> _ACTION ITEM_:
Listed below are entries; give the number of lines among them that include "roads", and only that number.

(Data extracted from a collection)

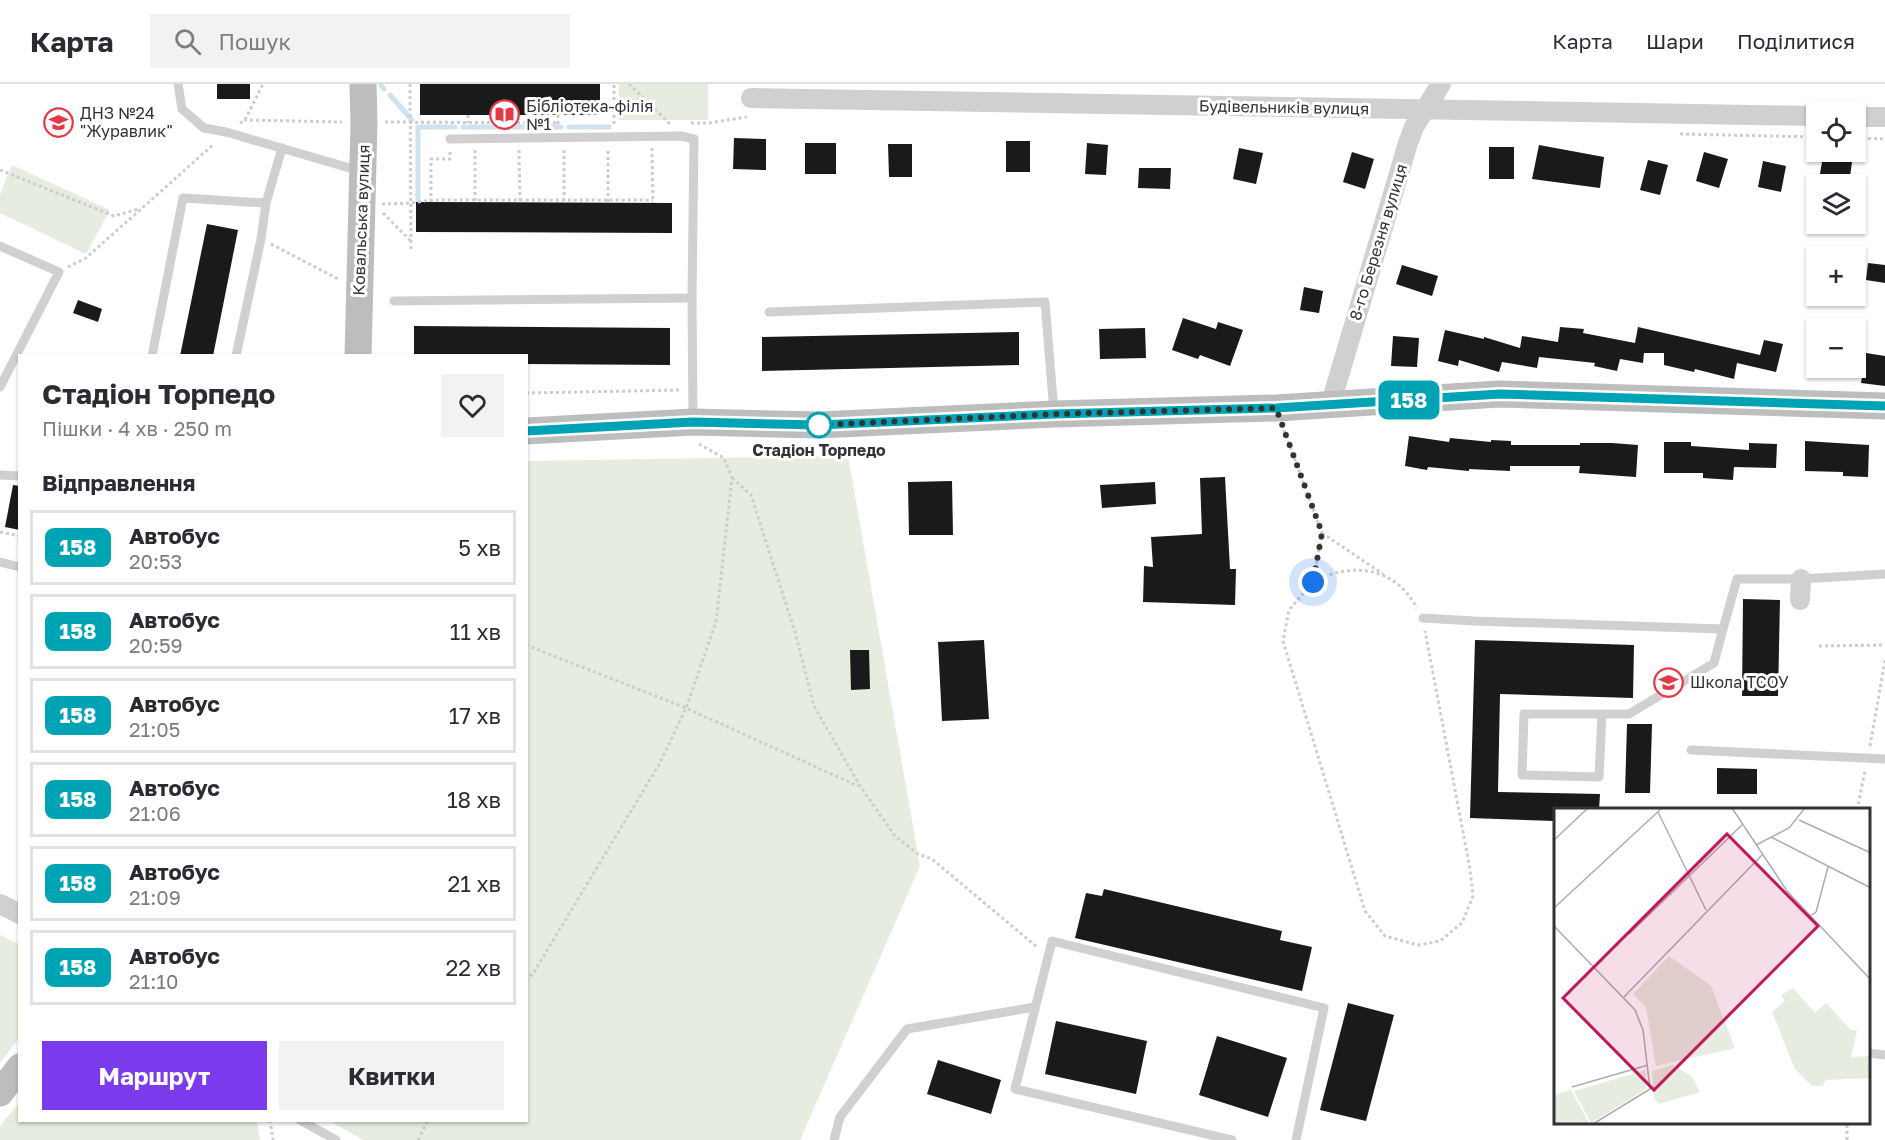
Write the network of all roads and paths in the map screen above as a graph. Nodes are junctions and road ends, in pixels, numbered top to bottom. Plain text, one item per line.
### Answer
1 (178, 84) edge
2 (263, 84) edge
3 (363, 84) edge
4 (410, 84) edge
5 (614, 84) edge
6 (629, 84) edge
7 (1441, 84) edge
8 (753, 108) joint
9 (1424, 109) junction
10 (468, 115) dead end
11 (505, 115) dead end
12 (1806, 116) edge
13 (1866, 117) edge
14 (1885, 117) edge
15 (244, 120) junction
16 (235, 121) dead end
17 (411, 121) junction
18 (345, 122) dead end
19 (378, 123) dead end
20 (468, 123) junction
21 (505, 123) junction
22 (569, 123) dead end
23 (680, 123) dead end
24 (689, 123) dead end
25 (614, 124) dead end
26 (659, 124) dead end
27 (670, 124) junction
28 (226, 132) junction
29 (1674, 134) dead end
30 (652, 136) junction
31 (681, 136) junction
32 (564, 137) junction
33 (608, 137) junction
34 (1806, 137) edge
35 (519, 138) junction
36 (1866, 138) edge
37 (450, 139) joint
38 (475, 139) junction
39 (1885, 139) edge
40 (282, 148) junction
41 (0, 170) edge
42 (363, 172) junction
43 (431, 201) junction
44 (475, 201) junction
45 (520, 201) junction
46 (564, 201) junction
47 (608, 201) junction
48 (267, 203) junction
49 (411, 203) junction
50 (141, 209) junction
51 (261, 239) junction
52 (411, 242) junction
53 (0, 246) edge
54 (411, 249) dead end
55 (59, 272) junction
56 (340, 280) dead end
57 (692, 298) junction
58 (394, 301) dead end
59 (769, 312) dead end
60 (152, 354) edge
61 (236, 354) edge
62 (357, 354) edge
63 (3, 375) edge
64 (0, 387) edge
65 (692, 390) junction
66 (528, 393) edge
67 (1330, 405) junction
68 (1885, 406) edge
69 (1276, 408) junction
70 (1054, 414) junction
71 (528, 431) edge
72 (694, 432) junction
73 (0, 475) edge
74 (18, 476) edge
75 (732, 478) junction
76 (0, 532) edge
77 (1322, 533) junction
78 (18, 536) edge
79 (0, 562) edge
80 (18, 566) edge
81 (1885, 574) edge
82 (1801, 579) junction
83 (1392, 580) junction
84 (1313, 582) junction
85 (1800, 600) dead end
86 (1423, 618) junction
87 (1723, 629) junction
88 (1885, 645) edge
89 (528, 646) edge
90 (1819, 646) dead end
91 (1885, 660) edge
92 (686, 708) junction
93 (1602, 714) junction
94 (1691, 750) dead end
95 (1868, 758) junction
96 (1885, 759) edge
97 (860, 786) junction
98 (1857, 808) edge
99 (0, 904) edge
100 (18, 913) edge
101 (1048, 956) junction
102 (528, 978) edge
103 (1035, 1007) junction
104 (1870, 1053) edge
105 (1885, 1055) edge
106 (18, 1070) edge
107 (0, 1093) edge
108 (270, 1122) edge
109 (304, 1122) edge
110 (427, 1122) edge
111 (273, 1140) edge
112 (336, 1140) edge
113 (418, 1140) edge
114 (834, 1140) edge
115 (1232, 1140) edge
116 (1296, 1140) edge

1 - 28 lane
2 - 15 path
3 - 42 street, Ковальська вулиця
4 - 17 path
5 - 25 path
6 - 27 path
7 - 9 street, 8-го Березня вулиця
8 - 9 street, Будівельників вулиця
8 - 24 path
9 - 12 street, Будівельників вулиця
9 - 67 street, 8-го Березня вулиця
10 - 20 path
11 - 21 path
13 - 14 street
15 - 16 path
15 - 18 path
15 - 28 path
17 - 19 path
17 - 20 path
17 - 49 path
20 - 21 path
21 - 22 path
23 - 27 path
26 - 27 path
27 - 31 path
28 - 40 lane
28 - 50 path
29 - 34 path
30 - 31 lane
30 - 33 lane
30 - 47 path
31 - 57 lane
32 - 33 lane
32 - 35 lane
32 - 46 path
33 - 47 path
35 - 38 lane
35 - 45 path
36 - 39 path
37 - 38 lane
37 - 43 path
38 - 44 path
40 - 42 lane
40 - 48 lane
41 - 50 path
42 - 62 street, Ковальська вулиця
43 - 44 path
43 - 49 path
44 - 45 path
45 - 46 path
46 - 47 path
48 - 51 lane
48 - 60 lane
49 - 52 path
49 - 52 path
50 - 55 path
51 - 56 path
51 - 61 lane
52 - 54 path
53 - 55 lane
55 - 63 lane
57 - 58 lane
57 - 65 lane
59 - 70 lane
63 - 64 lane
65 - 66 path
65 - 72 lane
67 - 68 street
67 - 69 street
69 - 70 street
69 - 77 path
70 - 72 street
71 - 72 street
72 - 75 path
73 - 74 lane
75 - 92 path
75 - 97 path
76 - 78 path
77 - 83 path
77 - 84 path
79 - 80 lane
81 - 82 lane
82 - 85 street
82 - 87 lane
83 - 84 path
83 - 86 path
84 - 86 path
86 - 87 lane
87 - 93 lane
88 - 90 path
89 - 92 path
91 - 95 path
92 - 97 path
92 - 102 path
93 - 93 lane
94 - 95 lane
95 - 96 lane
95 - 98 path
97 - 101 path
99 - 100 street
101 - 103 lane
101 - 116 lane
103 - 114 lane
103 - 115 lane
104 - 105 lane
106 - 107 street
108 - 111 path
109 - 112 lane
110 - 113 path

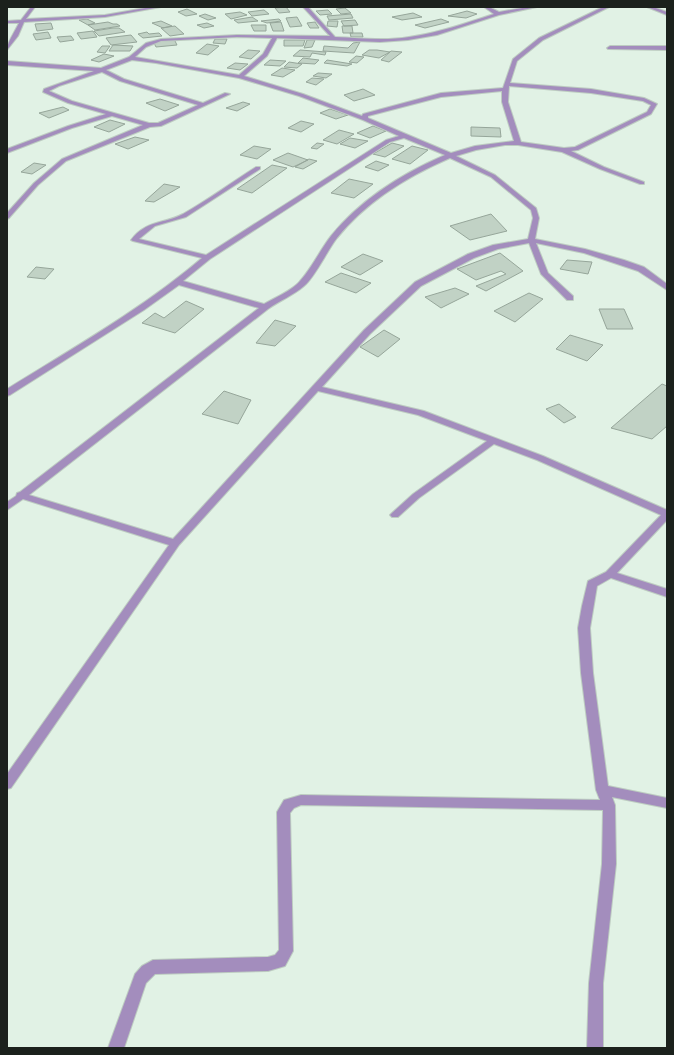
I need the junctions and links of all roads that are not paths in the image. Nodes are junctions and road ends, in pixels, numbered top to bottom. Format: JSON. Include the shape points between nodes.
{"nodes":[{"id":1,"x":33,"y":7,"type":"edge"},
{"id":2,"x":159,"y":7,"type":"edge"},
{"id":3,"x":305,"y":7,"type":"edge"},
{"id":4,"x":486,"y":7,"type":"edge"},
{"id":5,"x":535,"y":7,"type":"edge"},
{"id":6,"x":607,"y":7,"type":"edge"},
{"id":7,"x":649,"y":7,"type":"edge"},
{"id":8,"x":498,"y":14,"type":"junction"},
{"id":9,"x":667,"y":14,"type":"edge"},
{"id":10,"x":7,"y":22,"type":"edge"},
{"id":11,"x":22,"y":22,"type":"junction"},
{"id":12,"x":275,"y":37,"type":"junction"},
{"id":13,"x":334,"y":38,"type":"junction"},
{"id":14,"x":7,"y":48,"type":"edge"},
{"id":15,"x":610,"y":48,"type":"dead end"},
{"id":16,"x":667,"y":48,"type":"edge"},
{"id":17,"x":131,"y":58,"type":"junction"},
{"id":18,"x":7,"y":63,"type":"edge"},
{"id":19,"x":102,"y":70,"type":"junction"},
{"id":20,"x":240,"y":77,"type":"junction"},
{"id":21,"x":506,"y":86,"type":"junction"},
{"id":22,"x":227,"y":94,"type":"dead end"},
{"id":23,"x":203,"y":105,"type":"junction"},
{"id":24,"x":111,"y":114,"type":"junction"},
{"id":25,"x":365,"y":119,"type":"junction"},
{"id":26,"x":149,"y":125,"type":"junction"},
{"id":27,"x":404,"y":136,"type":"junction"},
{"id":28,"x":518,"y":143,"type":"junction"},
{"id":29,"x":564,"y":150,"type":"junction"},
{"id":30,"x":7,"y":151,"type":"edge"},
{"id":31,"x":449,"y":156,"type":"junction"},
{"id":32,"x":258,"y":168,"type":"dead end"},
{"id":33,"x":642,"y":183,"type":"dead end"},
{"id":34,"x":7,"y":217,"type":"edge"},
{"id":35,"x":532,"y":240,"type":"junction"},
{"id":36,"x":207,"y":257,"type":"junction"},
{"id":37,"x":178,"y":282,"type":"junction"},
{"id":38,"x":667,"y":288,"type":"edge"},
{"id":39,"x":570,"y":298,"type":"dead end"},
{"id":40,"x":265,"y":307,"type":"junction"},
{"id":41,"x":316,"y":388,"type":"junction"},
{"id":42,"x":7,"y":393,"type":"edge"},
{"id":43,"x":494,"y":440,"type":"junction"},
{"id":44,"x":20,"y":495,"type":"junction"},
{"id":45,"x":7,"y":507,"type":"edge"},
{"id":46,"x":667,"y":514,"type":"edge"},
{"id":47,"x":395,"y":515,"type":"dead end"},
{"id":48,"x":175,"y":543,"type":"junction"},
{"id":49,"x":610,"y":574,"type":"junction"},
{"id":50,"x":667,"y":593,"type":"edge"},
{"id":51,"x":7,"y":784,"type":"edge"},
{"id":52,"x":602,"y":790,"type":"junction"},
{"id":53,"x":667,"y":803,"type":"edge"},
{"id":54,"x":609,"y":805,"type":"junction"},
{"id":55,"x":116,"y":1048,"type":"edge"},
{"id":56,"x":595,"y":1048,"type":"edge"}],
"edges":[{"from":1,"to":11,"type":"street"},
{"from":2,"to":11,"type":"street","via":[[105,16]]},
{"from":3,"to":13,"type":"street"},
{"from":4,"to":8,"type":"street"},
{"from":5,"to":8,"type":"street"},
{"from":6,"to":21,"type":"street","via":[[532,45],[515,60]]},
{"from":7,"to":9,"type":"street"},
{"from":8,"to":13,"type":"street","via":[[435,34],[408,39],[380,41]]},
{"from":10,"to":11,"type":"street"},
{"from":11,"to":14,"type":"street"},
{"from":12,"to":13,"type":"street"},
{"from":12,"to":17,"type":"street","via":[[210,36],[161,40],[143,46]]},
{"from":12,"to":20,"type":"street","via":[[265,56]]},
{"from":15,"to":16,"type":"street"},
{"from":17,"to":19,"type":"street"},
{"from":17,"to":20,"type":"street"},
{"from":18,"to":19,"type":"street"},
{"from":19,"to":23,"type":"street","via":[[122,80]]},
{"from":19,"to":24,"type":"street","via":[[57,84],[46,92]]},
{"from":20,"to":25,"type":"street","via":[[301,95]]},
{"from":21,"to":25,"type":"street","via":[[441,94],[374,112],[365,115]]},
{"from":21,"to":28,"type":"street","via":[[505,102]]},
{"from":21,"to":29,"type":"street","via":[[591,91],[654,104],[649,113],[583,146]]},
{"from":22,"to":23,"type":"street"},
{"from":23,"to":26,"type":"street","via":[[159,125]]},
{"from":24,"to":26,"type":"street"},
{"from":24,"to":30,"type":"street"},
{"from":25,"to":27,"type":"street"},
{"from":26,"to":34,"type":"street","via":[[64,160],[36,184]]},
{"from":27,"to":31,"type":"street"},
{"from":27,"to":36,"type":"street","via":[[388,141]]},
{"from":28,"to":29,"type":"street"},
{"from":28,"to":31,"type":"street","via":[[475,148]]},
{"from":29,"to":33,"type":"street"},
{"from":31,"to":35,"type":"street","via":[[493,176],[534,209],[536,218]]},
{"from":31,"to":40,"type":"street","via":[[423,167],[356,214],[334,236],[302,284]]},
{"from":32,"to":36,"type":"street","via":[[184,216],[153,225],[135,240]]},
{"from":35,"to":38,"type":"street","via":[[585,251],[621,262],[641,270]]},
{"from":35,"to":39,"type":"street","via":[[545,274]]},
{"from":35,"to":41,"type":"street","via":[[471,256],[418,284],[367,332]]},
{"from":36,"to":37,"type":"street"},
{"from":37,"to":40,"type":"street"},
{"from":37,"to":42,"type":"street"},
{"from":40,"to":44,"type":"street"},
{"from":41,"to":43,"type":"street","via":[[421,413]]},
{"from":41,"to":48,"type":"street"},
{"from":43,"to":46,"type":"street"},
{"from":43,"to":47,"type":"street","via":[[416,496]]},
{"from":44,"to":45,"type":"street"},
{"from":44,"to":48,"type":"street"},
{"from":46,"to":49,"type":"street"},
{"from":48,"to":51,"type":"street"},
{"from":49,"to":50,"type":"street"},
{"from":49,"to":52,"type":"street","via":[[592,584],[584,628]]},
{"from":52,"to":53,"type":"street"},
{"from":52,"to":54,"type":"street"},
{"from":54,"to":55,"type":"street","via":[[300,800],[289,804],[283,812],[286,951],[280,961],[268,964],[153,967],[140,979]]},
{"from":54,"to":56,"type":"street","via":[[609,864],[596,983]]}]}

> _RESPONSE_:
2